▶ Brief
How many lines of these records hold the string "static"? Reply with the number alone.

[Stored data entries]
::::

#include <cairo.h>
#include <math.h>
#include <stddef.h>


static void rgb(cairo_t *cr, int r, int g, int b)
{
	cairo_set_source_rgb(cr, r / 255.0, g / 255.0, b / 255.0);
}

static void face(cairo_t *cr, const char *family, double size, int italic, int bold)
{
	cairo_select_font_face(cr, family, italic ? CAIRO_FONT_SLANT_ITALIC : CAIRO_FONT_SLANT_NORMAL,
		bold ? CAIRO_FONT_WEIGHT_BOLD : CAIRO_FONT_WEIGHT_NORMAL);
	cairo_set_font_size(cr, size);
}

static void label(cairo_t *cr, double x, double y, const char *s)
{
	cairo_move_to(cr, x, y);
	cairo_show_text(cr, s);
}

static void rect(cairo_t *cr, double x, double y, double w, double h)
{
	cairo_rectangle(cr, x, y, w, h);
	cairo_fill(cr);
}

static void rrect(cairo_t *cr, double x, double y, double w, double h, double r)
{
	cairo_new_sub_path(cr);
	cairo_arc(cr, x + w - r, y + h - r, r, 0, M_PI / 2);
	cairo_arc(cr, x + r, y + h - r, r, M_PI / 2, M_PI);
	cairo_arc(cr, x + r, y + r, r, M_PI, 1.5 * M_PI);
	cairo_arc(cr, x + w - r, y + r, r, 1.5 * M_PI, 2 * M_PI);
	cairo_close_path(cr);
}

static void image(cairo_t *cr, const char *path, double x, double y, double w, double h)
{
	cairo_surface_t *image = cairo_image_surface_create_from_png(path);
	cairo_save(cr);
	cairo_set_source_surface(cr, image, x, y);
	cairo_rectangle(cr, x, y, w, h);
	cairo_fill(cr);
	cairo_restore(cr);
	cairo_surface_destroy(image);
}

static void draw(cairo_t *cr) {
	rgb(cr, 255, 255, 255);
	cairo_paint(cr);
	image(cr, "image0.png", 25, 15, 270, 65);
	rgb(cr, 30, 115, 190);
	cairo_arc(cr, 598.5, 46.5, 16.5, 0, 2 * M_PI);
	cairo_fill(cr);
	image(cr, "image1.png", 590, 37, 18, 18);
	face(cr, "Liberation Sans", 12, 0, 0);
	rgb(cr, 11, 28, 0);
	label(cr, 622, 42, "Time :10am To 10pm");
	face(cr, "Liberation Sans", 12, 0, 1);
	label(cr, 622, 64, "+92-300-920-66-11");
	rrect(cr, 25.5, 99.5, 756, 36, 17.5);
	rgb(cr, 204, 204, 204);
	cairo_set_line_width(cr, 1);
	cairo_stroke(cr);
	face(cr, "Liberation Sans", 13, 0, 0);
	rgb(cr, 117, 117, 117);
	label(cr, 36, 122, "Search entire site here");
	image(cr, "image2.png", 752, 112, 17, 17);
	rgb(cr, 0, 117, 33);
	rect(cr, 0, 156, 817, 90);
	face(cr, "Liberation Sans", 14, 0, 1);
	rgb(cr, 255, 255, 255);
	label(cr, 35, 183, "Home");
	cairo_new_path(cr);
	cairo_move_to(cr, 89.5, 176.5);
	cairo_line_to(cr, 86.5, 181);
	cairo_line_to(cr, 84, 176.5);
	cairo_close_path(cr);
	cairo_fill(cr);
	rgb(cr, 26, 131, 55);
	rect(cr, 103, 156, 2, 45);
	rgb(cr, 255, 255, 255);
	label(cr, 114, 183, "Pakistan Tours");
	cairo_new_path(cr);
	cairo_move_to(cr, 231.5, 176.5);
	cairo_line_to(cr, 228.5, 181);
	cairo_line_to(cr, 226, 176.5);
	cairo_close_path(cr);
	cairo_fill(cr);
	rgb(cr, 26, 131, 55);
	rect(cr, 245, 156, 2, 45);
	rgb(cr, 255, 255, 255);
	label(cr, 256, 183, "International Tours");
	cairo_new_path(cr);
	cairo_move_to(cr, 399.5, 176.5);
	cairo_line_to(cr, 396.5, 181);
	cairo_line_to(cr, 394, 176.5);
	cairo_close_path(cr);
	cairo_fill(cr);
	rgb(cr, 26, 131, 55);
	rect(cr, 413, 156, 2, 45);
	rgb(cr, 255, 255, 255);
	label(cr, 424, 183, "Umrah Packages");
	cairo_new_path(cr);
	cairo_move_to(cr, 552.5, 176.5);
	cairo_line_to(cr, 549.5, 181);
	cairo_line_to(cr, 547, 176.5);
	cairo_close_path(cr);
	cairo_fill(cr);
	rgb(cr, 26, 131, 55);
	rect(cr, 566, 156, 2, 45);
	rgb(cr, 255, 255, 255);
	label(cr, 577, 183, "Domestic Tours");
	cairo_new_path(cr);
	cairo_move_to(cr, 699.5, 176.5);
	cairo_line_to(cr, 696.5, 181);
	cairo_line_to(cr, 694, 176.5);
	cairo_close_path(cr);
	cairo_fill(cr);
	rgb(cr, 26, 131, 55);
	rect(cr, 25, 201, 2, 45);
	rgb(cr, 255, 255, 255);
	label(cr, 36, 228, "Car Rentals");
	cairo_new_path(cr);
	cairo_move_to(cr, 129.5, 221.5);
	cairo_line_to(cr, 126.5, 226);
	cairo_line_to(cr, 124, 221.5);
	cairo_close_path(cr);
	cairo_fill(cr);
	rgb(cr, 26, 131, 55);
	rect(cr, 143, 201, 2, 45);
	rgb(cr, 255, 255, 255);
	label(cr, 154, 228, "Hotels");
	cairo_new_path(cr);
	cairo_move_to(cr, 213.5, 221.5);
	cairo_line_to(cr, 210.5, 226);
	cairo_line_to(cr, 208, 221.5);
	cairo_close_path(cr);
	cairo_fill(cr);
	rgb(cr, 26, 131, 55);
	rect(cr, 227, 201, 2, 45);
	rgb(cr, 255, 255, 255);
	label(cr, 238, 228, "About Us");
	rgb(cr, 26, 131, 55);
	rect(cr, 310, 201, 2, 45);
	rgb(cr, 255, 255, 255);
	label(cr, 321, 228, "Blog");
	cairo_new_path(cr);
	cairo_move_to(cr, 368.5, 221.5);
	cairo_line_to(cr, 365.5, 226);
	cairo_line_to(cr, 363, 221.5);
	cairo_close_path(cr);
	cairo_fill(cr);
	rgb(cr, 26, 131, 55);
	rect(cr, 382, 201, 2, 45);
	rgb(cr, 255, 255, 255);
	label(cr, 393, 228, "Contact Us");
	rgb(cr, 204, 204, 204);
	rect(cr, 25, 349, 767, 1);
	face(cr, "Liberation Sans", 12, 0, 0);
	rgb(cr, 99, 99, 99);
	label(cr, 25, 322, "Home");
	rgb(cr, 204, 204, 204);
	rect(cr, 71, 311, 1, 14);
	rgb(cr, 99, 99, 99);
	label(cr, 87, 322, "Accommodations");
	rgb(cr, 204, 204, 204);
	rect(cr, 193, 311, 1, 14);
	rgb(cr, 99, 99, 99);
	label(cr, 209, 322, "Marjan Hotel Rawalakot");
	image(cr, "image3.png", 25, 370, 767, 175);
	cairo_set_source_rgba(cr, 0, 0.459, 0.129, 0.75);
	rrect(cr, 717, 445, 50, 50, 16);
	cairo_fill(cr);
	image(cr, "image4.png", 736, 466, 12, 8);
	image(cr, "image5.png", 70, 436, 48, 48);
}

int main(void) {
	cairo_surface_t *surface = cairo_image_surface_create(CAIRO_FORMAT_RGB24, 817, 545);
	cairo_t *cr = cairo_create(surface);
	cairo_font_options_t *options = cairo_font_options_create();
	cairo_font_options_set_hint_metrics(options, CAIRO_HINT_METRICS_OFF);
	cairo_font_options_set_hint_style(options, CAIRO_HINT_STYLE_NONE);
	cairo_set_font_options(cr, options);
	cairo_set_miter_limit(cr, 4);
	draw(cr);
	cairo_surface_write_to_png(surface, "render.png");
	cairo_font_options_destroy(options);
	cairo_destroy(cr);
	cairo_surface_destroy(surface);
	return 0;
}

::::

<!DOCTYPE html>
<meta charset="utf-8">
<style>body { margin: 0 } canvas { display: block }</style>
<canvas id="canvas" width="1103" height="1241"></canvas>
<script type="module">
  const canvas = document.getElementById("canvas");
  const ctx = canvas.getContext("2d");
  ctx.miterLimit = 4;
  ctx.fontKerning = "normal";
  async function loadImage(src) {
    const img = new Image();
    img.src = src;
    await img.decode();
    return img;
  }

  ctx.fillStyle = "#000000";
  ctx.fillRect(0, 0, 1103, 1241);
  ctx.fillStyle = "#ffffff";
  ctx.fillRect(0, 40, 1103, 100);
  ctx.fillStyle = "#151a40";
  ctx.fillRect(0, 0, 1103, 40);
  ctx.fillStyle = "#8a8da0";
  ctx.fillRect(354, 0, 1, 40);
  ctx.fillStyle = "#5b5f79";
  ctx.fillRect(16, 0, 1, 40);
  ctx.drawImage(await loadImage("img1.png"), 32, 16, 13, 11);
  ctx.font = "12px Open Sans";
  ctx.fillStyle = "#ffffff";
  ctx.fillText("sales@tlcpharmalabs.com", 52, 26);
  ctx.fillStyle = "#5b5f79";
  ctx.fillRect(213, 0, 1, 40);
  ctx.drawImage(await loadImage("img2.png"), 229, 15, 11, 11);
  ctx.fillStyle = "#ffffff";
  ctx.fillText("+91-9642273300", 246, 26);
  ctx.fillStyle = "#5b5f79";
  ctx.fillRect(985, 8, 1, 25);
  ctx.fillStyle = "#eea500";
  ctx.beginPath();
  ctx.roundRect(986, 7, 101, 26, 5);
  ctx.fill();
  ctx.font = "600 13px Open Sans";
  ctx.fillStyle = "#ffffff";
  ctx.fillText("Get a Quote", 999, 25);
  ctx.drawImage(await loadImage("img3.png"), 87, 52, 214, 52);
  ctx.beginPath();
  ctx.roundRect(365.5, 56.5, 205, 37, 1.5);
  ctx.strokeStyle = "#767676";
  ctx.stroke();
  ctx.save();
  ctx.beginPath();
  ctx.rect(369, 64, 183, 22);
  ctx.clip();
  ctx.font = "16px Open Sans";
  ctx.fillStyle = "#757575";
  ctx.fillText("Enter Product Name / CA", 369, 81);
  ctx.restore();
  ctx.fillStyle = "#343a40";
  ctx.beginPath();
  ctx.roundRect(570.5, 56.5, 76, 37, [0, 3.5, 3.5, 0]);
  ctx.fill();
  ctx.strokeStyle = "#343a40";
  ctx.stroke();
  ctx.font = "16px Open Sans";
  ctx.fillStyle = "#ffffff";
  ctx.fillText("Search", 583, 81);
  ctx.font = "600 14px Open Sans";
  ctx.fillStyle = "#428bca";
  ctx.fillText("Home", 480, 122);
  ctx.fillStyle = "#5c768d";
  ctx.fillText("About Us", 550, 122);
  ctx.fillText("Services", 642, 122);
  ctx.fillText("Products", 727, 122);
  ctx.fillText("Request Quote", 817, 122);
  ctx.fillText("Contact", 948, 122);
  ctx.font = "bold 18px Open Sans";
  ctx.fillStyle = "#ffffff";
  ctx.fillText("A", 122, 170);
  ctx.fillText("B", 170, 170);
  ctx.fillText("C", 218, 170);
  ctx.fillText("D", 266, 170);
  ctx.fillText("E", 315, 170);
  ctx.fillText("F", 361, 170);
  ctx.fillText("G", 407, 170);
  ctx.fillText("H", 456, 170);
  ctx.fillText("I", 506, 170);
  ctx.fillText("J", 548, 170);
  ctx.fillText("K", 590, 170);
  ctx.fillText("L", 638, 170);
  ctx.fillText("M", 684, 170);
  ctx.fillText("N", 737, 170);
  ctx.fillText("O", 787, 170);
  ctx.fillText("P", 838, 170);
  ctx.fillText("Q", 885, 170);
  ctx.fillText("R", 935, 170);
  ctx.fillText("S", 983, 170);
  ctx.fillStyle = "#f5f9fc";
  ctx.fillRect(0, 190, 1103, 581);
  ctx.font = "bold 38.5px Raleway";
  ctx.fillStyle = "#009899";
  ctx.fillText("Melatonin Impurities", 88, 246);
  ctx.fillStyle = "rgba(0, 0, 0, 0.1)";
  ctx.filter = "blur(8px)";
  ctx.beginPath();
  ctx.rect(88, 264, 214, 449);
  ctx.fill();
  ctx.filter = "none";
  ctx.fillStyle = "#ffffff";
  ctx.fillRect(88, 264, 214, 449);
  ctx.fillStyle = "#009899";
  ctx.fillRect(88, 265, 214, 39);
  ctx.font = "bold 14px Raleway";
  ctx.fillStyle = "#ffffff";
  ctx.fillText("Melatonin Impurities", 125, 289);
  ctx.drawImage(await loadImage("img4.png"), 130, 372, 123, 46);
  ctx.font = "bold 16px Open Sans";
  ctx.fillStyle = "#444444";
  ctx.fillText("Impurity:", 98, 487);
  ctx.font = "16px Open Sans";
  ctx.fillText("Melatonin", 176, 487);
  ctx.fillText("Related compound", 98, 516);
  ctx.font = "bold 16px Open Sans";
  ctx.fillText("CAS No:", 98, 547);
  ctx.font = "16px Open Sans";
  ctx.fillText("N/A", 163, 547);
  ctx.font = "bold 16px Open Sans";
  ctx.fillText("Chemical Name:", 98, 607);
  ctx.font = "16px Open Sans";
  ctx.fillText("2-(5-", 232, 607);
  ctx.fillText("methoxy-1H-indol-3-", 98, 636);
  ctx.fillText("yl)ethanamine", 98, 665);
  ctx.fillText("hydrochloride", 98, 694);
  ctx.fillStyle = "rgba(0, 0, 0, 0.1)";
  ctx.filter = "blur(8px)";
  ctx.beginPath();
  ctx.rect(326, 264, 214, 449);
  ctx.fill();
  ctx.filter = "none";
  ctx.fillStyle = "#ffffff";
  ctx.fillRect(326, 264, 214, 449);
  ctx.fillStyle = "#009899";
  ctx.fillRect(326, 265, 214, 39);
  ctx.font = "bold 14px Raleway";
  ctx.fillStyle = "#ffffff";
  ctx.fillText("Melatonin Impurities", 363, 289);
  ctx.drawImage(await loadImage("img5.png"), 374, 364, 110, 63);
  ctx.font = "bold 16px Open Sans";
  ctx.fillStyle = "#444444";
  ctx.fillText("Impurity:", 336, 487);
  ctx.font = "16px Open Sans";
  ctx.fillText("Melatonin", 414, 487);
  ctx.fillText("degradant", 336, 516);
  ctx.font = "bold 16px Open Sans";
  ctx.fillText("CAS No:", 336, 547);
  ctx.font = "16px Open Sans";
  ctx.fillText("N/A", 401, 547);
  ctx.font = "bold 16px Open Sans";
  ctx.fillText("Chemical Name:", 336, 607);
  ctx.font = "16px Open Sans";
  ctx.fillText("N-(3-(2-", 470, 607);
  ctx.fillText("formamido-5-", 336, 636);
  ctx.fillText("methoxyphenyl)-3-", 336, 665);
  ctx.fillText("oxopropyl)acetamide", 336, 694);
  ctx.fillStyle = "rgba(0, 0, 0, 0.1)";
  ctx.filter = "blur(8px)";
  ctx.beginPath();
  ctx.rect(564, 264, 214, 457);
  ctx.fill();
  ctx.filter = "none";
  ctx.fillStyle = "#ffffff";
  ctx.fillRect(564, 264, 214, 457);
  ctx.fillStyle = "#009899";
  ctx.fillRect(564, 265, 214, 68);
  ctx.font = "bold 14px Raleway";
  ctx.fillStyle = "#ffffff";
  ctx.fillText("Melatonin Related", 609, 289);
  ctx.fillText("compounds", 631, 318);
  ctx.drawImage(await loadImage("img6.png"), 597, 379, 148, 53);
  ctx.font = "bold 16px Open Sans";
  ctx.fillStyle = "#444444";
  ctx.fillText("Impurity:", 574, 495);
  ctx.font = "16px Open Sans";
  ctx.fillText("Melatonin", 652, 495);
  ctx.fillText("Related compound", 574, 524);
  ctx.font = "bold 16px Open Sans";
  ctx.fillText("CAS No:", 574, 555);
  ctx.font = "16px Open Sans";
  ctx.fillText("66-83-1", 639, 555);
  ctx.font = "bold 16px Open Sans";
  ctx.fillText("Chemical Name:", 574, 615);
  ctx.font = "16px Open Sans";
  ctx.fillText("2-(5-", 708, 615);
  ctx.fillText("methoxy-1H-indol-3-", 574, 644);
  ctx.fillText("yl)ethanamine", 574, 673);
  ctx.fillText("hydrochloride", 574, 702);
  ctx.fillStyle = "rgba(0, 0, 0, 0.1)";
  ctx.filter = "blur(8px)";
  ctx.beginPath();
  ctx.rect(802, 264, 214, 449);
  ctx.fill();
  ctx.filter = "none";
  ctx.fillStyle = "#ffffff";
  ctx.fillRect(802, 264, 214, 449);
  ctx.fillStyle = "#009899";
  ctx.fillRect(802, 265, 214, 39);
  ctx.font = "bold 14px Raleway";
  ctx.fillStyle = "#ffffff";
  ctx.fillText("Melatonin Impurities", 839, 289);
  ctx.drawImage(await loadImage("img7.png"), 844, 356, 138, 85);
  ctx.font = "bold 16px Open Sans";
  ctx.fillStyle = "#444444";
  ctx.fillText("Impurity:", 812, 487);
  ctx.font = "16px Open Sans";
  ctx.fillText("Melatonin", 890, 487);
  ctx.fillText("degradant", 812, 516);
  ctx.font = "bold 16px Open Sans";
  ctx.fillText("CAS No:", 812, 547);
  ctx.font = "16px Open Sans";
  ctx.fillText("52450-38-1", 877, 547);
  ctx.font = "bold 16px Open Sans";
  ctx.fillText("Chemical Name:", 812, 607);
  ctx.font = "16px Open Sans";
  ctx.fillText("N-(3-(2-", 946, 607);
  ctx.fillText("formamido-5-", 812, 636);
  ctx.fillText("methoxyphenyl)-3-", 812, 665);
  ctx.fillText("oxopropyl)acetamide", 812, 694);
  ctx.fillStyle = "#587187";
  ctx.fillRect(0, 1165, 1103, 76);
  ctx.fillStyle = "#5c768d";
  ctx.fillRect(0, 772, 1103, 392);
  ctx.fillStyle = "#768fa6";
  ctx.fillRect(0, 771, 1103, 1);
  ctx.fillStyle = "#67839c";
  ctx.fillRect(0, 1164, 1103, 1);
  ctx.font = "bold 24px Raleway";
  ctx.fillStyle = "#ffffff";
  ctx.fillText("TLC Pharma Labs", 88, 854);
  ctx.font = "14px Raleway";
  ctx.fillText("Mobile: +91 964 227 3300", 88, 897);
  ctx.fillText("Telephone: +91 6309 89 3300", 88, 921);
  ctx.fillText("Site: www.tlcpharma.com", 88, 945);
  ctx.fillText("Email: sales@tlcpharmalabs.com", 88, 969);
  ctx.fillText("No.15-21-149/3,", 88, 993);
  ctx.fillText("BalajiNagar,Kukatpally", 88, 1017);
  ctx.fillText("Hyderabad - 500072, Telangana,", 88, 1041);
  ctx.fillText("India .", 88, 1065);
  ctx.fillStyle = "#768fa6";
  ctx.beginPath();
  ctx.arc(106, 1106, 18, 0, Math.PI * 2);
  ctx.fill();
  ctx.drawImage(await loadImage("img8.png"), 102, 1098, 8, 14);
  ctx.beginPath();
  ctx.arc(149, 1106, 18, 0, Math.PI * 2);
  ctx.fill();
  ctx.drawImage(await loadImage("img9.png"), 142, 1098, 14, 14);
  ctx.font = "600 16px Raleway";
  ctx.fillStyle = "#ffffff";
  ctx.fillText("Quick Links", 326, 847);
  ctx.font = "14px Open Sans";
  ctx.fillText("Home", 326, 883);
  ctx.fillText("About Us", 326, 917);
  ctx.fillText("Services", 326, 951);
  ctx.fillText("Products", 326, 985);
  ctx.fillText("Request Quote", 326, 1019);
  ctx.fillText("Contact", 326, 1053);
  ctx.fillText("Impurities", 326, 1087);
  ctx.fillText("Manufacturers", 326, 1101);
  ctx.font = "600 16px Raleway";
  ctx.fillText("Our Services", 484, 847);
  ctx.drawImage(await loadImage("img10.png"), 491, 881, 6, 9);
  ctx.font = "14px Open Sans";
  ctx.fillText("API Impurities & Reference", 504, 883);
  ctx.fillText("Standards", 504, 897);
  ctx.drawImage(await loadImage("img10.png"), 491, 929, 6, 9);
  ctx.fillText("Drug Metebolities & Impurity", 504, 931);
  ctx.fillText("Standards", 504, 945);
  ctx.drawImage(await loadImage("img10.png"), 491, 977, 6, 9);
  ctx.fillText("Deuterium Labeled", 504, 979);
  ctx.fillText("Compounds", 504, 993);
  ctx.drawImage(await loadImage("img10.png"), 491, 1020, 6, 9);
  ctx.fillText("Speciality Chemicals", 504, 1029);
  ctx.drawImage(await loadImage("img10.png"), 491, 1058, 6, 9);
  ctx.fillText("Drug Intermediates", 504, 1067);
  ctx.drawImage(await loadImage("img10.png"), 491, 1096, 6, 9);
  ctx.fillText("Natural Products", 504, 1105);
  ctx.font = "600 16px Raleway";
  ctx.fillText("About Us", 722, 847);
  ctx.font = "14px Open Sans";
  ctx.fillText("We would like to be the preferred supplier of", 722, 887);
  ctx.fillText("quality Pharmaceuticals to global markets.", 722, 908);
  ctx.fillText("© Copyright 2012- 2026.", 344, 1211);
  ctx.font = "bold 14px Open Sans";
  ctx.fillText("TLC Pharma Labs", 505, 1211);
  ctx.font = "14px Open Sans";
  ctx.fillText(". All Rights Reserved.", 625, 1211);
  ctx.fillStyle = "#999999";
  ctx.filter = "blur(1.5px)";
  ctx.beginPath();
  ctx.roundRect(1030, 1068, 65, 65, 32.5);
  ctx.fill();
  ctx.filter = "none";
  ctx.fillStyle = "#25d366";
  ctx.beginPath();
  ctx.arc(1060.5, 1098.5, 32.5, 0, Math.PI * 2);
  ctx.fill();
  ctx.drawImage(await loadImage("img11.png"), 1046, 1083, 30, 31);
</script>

::::

▶ Exercise answer
7